Climbers on Mount Denali. (Photo by Sean Bagshaw)
Here’s the Mount Shasta Trail Association press release written by MSTA vice president and professional photographer Mark Gibson:
Gripped perpetually by subfreezing temperatures and cloaked by five massive glaciers, the world famous mountain known as Denali (“the Great One”) beckons intrepid mountaineers from around the world. With a summit peak that is 20,320 feet above sea level, Denali (also known as Mount McKinley) is the highest peak in North America. An aspect that is painfully evident to climbers is that the peak rises 18,000 feet from its base (which is 6,000 feet more than Everest rises above its base, the Tibetan Plateau).
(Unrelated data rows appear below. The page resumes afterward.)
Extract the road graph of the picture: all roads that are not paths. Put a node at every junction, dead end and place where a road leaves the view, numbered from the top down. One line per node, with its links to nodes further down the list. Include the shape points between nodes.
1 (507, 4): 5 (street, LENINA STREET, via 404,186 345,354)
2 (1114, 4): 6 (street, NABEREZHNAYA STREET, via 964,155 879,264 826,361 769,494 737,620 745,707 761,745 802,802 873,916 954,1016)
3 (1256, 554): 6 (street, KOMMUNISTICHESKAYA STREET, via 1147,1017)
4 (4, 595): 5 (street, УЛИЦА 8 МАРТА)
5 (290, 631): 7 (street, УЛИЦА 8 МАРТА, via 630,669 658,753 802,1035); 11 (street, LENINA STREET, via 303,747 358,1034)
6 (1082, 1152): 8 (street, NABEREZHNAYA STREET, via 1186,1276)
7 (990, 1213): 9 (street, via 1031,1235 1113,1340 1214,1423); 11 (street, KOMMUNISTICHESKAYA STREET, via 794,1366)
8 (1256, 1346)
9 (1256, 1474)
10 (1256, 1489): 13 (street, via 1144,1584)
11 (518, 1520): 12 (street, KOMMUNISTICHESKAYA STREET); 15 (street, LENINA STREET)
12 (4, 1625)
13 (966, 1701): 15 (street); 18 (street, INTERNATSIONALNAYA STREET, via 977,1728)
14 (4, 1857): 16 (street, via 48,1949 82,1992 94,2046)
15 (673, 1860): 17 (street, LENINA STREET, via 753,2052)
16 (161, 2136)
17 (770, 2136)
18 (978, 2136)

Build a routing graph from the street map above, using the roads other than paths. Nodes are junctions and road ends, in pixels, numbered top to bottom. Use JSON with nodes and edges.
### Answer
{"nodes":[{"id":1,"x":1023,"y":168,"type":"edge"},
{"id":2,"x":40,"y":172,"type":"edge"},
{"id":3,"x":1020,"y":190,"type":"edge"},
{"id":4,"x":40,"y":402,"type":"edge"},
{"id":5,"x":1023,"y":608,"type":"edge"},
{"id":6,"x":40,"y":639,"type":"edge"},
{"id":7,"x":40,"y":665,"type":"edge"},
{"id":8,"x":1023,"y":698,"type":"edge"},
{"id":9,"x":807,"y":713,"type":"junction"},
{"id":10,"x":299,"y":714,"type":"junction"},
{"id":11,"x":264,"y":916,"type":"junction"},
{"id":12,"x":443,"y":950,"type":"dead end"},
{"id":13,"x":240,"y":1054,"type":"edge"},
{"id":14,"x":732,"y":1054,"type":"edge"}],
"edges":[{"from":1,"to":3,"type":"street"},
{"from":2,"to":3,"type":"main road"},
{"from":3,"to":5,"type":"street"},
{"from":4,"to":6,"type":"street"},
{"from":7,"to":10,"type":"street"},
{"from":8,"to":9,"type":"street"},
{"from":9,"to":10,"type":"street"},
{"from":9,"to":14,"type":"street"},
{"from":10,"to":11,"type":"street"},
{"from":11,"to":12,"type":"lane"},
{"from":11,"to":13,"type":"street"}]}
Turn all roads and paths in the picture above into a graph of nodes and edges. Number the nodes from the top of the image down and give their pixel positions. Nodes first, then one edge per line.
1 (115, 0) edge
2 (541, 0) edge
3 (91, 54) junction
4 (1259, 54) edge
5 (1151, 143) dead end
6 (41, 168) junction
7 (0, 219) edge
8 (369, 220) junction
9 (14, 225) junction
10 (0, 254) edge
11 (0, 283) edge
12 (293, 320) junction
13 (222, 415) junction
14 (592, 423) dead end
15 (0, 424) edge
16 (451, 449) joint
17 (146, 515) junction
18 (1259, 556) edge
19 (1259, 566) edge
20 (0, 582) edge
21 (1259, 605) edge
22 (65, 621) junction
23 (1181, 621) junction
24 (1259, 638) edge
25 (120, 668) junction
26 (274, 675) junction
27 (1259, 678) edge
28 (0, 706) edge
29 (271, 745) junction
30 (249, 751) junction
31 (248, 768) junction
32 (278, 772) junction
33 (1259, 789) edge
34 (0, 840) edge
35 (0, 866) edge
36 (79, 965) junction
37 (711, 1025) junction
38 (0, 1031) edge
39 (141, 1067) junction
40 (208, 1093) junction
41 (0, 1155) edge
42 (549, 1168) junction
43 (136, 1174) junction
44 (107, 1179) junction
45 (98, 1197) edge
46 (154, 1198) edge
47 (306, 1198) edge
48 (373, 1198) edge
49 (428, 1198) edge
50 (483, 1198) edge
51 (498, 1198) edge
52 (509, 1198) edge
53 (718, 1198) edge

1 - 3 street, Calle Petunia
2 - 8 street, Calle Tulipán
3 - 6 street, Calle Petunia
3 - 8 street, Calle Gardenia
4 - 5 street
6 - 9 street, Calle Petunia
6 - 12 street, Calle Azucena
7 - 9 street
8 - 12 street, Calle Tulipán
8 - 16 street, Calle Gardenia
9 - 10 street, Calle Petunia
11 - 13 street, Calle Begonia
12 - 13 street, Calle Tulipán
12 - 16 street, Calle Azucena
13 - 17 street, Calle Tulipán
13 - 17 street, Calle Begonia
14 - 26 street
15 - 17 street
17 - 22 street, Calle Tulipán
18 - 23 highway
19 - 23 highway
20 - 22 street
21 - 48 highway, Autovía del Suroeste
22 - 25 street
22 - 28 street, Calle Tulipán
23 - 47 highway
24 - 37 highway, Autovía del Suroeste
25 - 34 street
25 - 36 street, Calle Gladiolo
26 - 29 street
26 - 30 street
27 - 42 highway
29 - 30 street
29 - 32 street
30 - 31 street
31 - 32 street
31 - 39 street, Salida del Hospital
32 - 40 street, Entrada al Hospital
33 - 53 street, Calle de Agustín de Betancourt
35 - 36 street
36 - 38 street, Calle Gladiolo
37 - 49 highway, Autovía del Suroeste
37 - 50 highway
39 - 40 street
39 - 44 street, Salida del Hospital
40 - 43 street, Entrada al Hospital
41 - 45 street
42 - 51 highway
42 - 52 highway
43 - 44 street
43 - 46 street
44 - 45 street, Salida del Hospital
There is also a higher risk of altitude illness for climbers than its altitude would otherwise suggest, due to its high latitude. It all adds up to a long and merciless climb to reach the summit, where climbers can encounter temperatures as low as -100 degrees below freezing.
So, you might ask, “What’s the big attraction?” You’ll have your chance to get this question and many others answered by veteran mountaineer and world renown adventure photographer Sean Bagshaw when he presents his multi-media program, “Above The Shadow Lands“ on Wednesday evening, March 4th, at The Stage Door Coffee House in Mt. Shasta. He’ll describe the preparations he and his partner made before their last Denali climb, which required two weeks for the ascent and 20 hours for the non-stop descent while towing a 100-lb gear sled. On one of his trips he met local climber Laurie Bagley, and their groups ascended the mountain nearly side-by side.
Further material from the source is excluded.